Acute Respiratory and Cardiovascular Outcomes Associated with Low Levels of Ambient Fine Particulate Matter (PM2.5) on the Island of Oahu

AbstractScant literature exists regarding health effects of fine particulate matter (PM2.5) pollution at or below national standards. This study examined the relationship between PM2.5 and acute care use and costs in Honolulu where PM2.5 is low.
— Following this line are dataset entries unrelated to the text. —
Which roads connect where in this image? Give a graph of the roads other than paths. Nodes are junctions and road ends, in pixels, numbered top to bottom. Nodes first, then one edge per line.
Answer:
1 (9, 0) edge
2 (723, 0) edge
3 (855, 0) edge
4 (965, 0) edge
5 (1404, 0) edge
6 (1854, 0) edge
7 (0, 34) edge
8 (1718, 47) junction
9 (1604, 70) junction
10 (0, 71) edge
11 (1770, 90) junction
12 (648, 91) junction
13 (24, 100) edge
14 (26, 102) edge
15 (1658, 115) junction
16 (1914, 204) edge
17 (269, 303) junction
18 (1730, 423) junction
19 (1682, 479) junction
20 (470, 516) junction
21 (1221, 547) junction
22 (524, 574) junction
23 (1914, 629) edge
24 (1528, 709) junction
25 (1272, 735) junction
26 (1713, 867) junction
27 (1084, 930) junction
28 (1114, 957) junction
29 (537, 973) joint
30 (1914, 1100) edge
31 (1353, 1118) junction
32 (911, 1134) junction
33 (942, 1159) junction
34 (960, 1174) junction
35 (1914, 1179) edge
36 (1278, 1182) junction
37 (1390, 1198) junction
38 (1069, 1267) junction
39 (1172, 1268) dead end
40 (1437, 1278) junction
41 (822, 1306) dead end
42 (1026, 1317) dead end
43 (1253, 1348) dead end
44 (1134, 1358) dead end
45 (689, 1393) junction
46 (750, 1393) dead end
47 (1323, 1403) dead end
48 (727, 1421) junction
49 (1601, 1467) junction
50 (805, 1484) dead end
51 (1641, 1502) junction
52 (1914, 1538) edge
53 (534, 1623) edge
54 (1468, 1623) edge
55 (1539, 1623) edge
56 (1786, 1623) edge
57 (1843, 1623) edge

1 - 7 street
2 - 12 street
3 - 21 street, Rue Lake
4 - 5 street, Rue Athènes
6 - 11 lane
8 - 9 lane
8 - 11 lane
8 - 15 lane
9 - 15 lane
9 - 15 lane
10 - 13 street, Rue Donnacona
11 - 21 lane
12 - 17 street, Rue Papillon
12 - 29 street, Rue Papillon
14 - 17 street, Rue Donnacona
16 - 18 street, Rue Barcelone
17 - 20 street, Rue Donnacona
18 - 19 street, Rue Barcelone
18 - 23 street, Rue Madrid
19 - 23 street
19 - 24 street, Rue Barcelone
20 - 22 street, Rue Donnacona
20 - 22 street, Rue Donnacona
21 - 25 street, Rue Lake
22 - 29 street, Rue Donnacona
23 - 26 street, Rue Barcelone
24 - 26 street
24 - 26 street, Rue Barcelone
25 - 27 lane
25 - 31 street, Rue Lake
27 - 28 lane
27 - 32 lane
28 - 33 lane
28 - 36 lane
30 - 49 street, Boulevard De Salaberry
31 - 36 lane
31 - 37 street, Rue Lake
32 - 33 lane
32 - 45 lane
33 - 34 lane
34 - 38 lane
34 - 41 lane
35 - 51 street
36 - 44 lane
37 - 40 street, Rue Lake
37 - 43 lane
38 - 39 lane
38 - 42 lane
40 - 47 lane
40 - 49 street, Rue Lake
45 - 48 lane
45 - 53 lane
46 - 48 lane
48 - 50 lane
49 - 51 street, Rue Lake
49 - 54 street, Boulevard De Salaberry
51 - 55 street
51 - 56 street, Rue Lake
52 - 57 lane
Single and distributed lag over-dispersed Poisson models were used to examine hospitalizations/emergency department (ED) visits associated with cumulative PM2.5 exposure over the current day and seven previous days (lags 0-7) in 2011. A 10-µg/m3 increase in cumulative PM2.5 concentration was associated with a 32% increase in respiratory admissions (RR=1.32, p=0.001) costing $486,908 and a 24% decrease in respiratory admissions in the comparison group (RR=0.76, p<0.001). ED visits increased by 12% at lag day 0 for respiratory outcomes (RR=1.12, p=0.03) and cumulatively with increased respiratory visits by 49% (RR=1.49) and increased combined respiratory and cardiovascular issues by 20% (RR=1.20; p<0.01 for both) costing $117,856. Additional research is needed on health effects within pollution lower levels.